In discussing our favorite dishes, Andrew told me about this Greek diner in Boston he’d go to with family, and the diner would make this amazing Greek chicken lemon soup. I’ve heard of avgolemono soup, but I’d never had it before. The premise: chicken stock, intensely infused with lemon juice and thickened with eggs, sounded at once comforting, luxurious, and refreshing (with lemons how could it not?). But because I’ve never eaten it before, how would I know a good recipe from a dud? It’s one thing to make your boyfriend’s favorite dish that you have mastered, but a totally different one to venture into the terra incognita. You don’t want to fall flat on your face, and while you want to wow and impress, you, the you with a day job, also might not have the time to run all over New York (or wherever you happen to live) and sample avgolemono in a dozen different locations.

8 lemons

But over the past month, I have looked at many an Avgolemono recipe in preparation for Operation Boyfriend’s Favorite Soup, and realized that you can tell, by reading through a recipe, if it’s going to be a good soup. Maybe not the exact replica Andrew was used to, but a tasty bowl of soup nonetheless. After reading through over a dozen or so recipes, I could tell which version produced what. Some recipes came across as inadequately lemony (you need more than one lemon for a whole pot of soup to bear its name); some as too watery (quarter cup of rice does not exciting soup make); some as skimping on the chicken itself, if not avoiding it all together. From my research, I learned that classic avgolemono, should typically contain some rice and offer noticeable chicken presence. Since you’re eating chicken soup, it follows that you should see chicken meat in your bowl. The soup should taste rich, but not overbearingly thick or heavy. If you want your soup to be less filling, adjust your chicken accordingly, but if you prefer to have a meal instead, chicken meat should have its own spotlight.

avgolemono soup

The soup gets better the following day, as the flavors meld together and grow more intense. I had it for lunch yesterday and thought perhaps I might be unduly flattering myself. But Andrew, who also had it for lunch at work, noted the same, which makes me think that perhaps there’s something to the better-the-day-after theory. Unless, he is just flattering me and it’s some kind of a Jedi mind trick so that I make this soup soon again and not wait another six months. If it’s the latter, this is nothing short of brilliant strategery* on his part – flattery will get you everywhere.

*Yup, I went there.

Avgolemono Soup
cobbled together from about dozen places

Ingredients:
2 chicken breast halves
2 drumsticks
2 thighs
7 cups chicken broth
1/2 cup long-grain rice or orzo (stick with rice for a gluten-free recipe)
5 eggs
Juice of 4 lemons
Pepper to taste
4 tbsp chopped parsley

Preparation:

Combine the chicken, broth, and salt in a large saucepan. Bring to a boil, skim the surface scum off, lower the heat, and cover the pan, letting the soup simmer for 45 minutes or until it is cooked through.

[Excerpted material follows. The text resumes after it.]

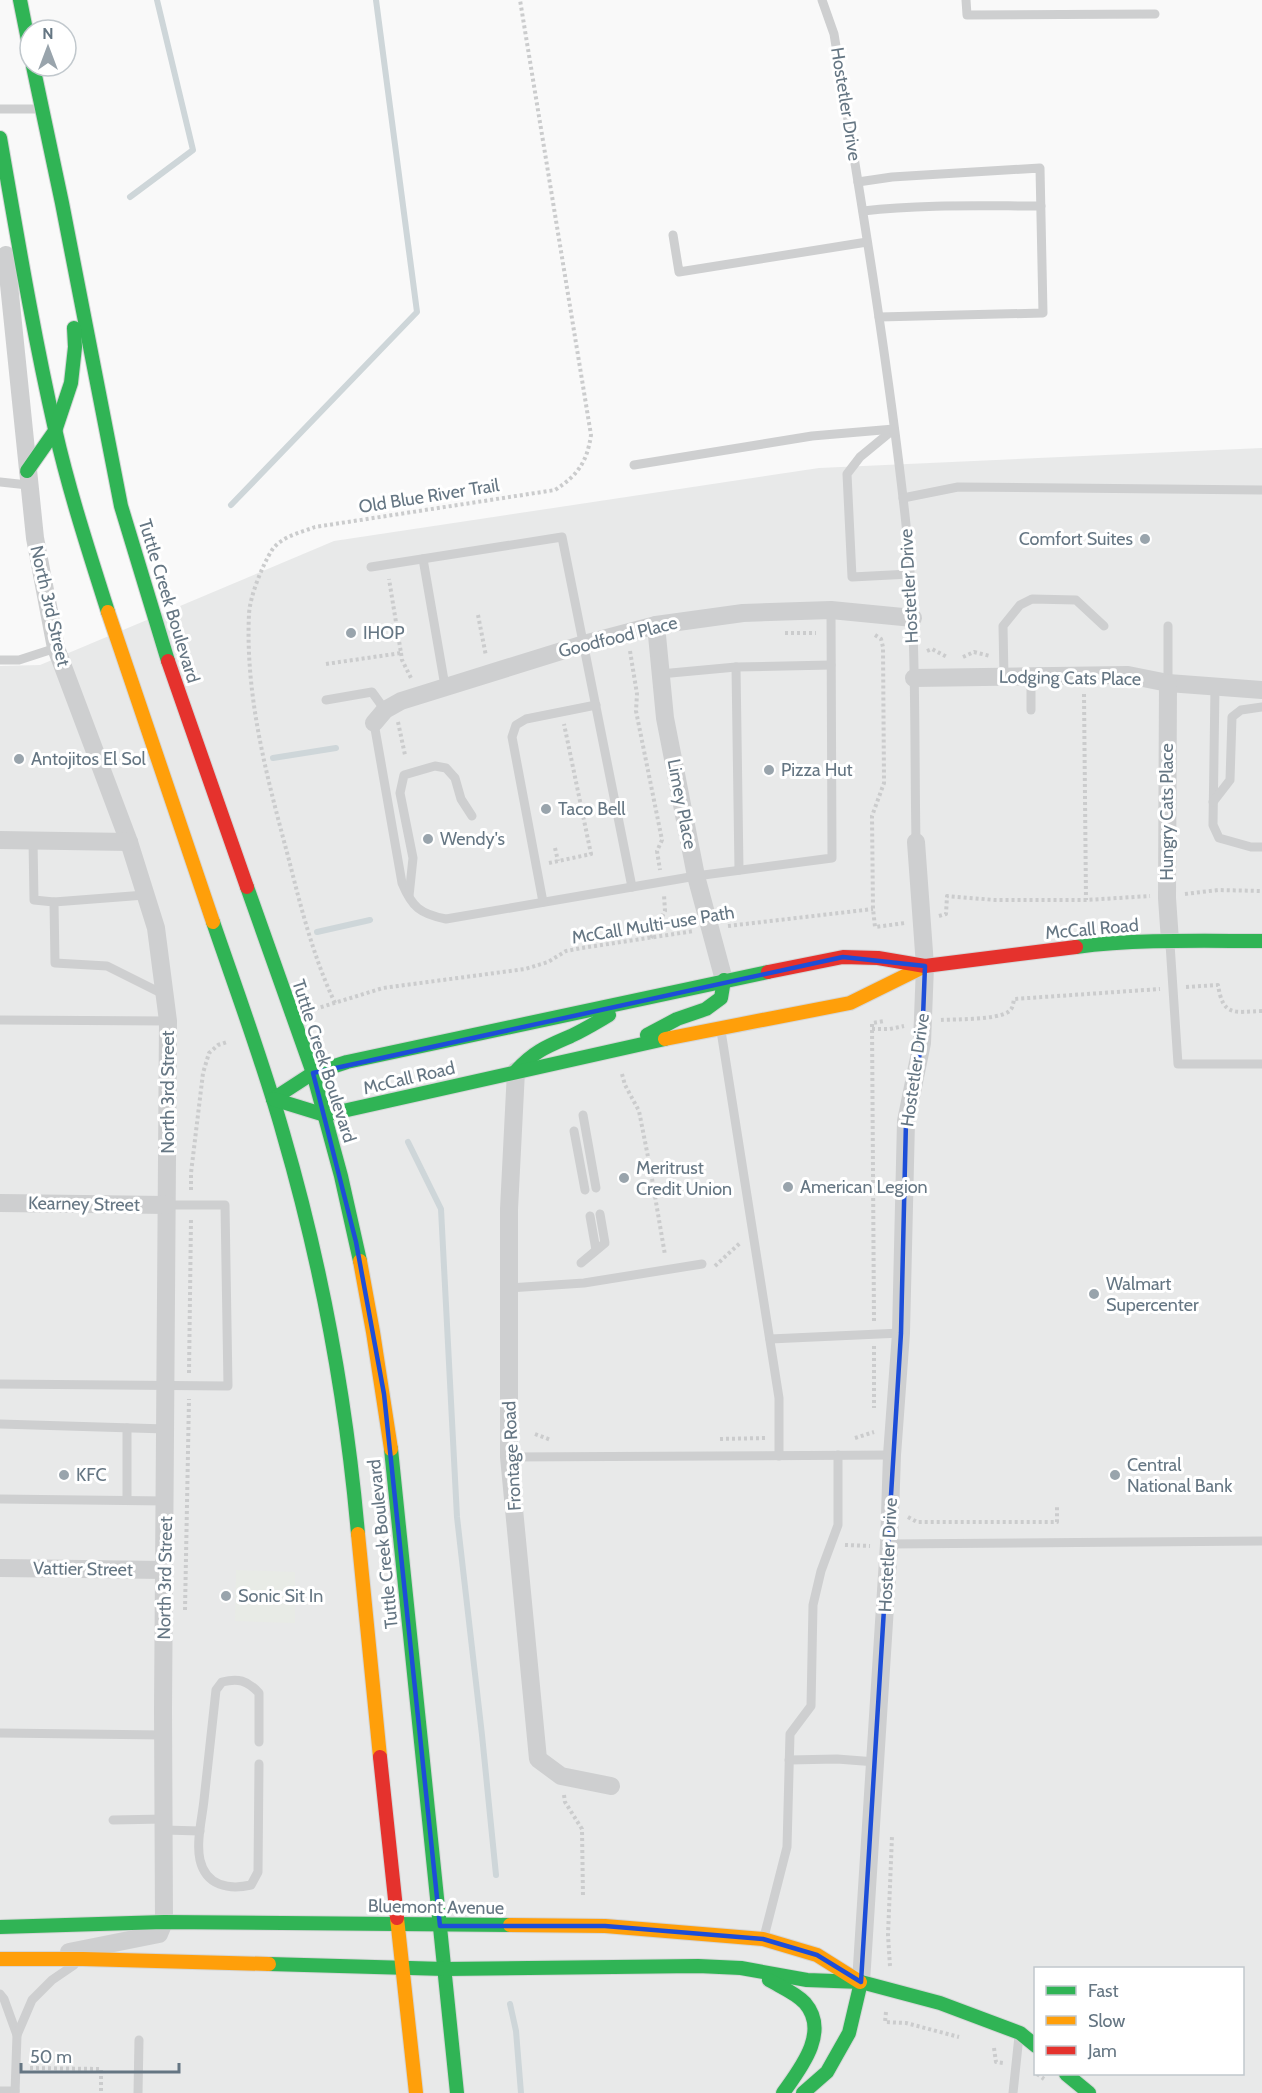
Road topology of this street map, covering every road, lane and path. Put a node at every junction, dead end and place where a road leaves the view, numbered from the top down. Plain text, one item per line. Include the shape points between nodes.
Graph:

Remove the chicken from the liquid. Ladle a little of the broth into a bowl and leave to cool.

Meanwhile, bring a large saucepan of salted water to a boil and cook rice according to the package directions. Set aside.

Skin about 1/2 of the chicken, and cut the meat into 1/4-inch pieces, discarding the bones; set aside.

Return the broth to a boil. Add the cut-up chicken and simmer for 2 minutes. Remove the pot from the heat.

In a large bowl, whisk the eggs, lemon juice, and pepper until emulsified. While whisking with one hand, slowly add a ladle of the hot broth to the egg mixture with the other, drizzling the brother and beating constantly. Beat in another 2 ladle of the hot broth in the same way.

Using the same method of whisking gradually, whisk the egg mixture into the pot of soup, stirring constantly. Return the soup to the medium-low heat and cook, stirring constantly, for 1 to 2 minutes or just until the mixture thickens slightly. Be sure not to let the mixture bubble, even at the edges. Add the rice or orzo and stir well.

Ladle into bowls and sprinkle with parsley.

Serves 6-8, depending on how much soup you like to eat.

Related Posts Plugin for WordPress, Blogger...

42 Comments

  • 1
    kickpleat said:

    I’ve tried making a good version of this soup and have always failed. Maybe because I always just winged it. Time to pay attention as I want to make this soup right now. Looks and sounds ideal. Your boyfriend must be very happy :)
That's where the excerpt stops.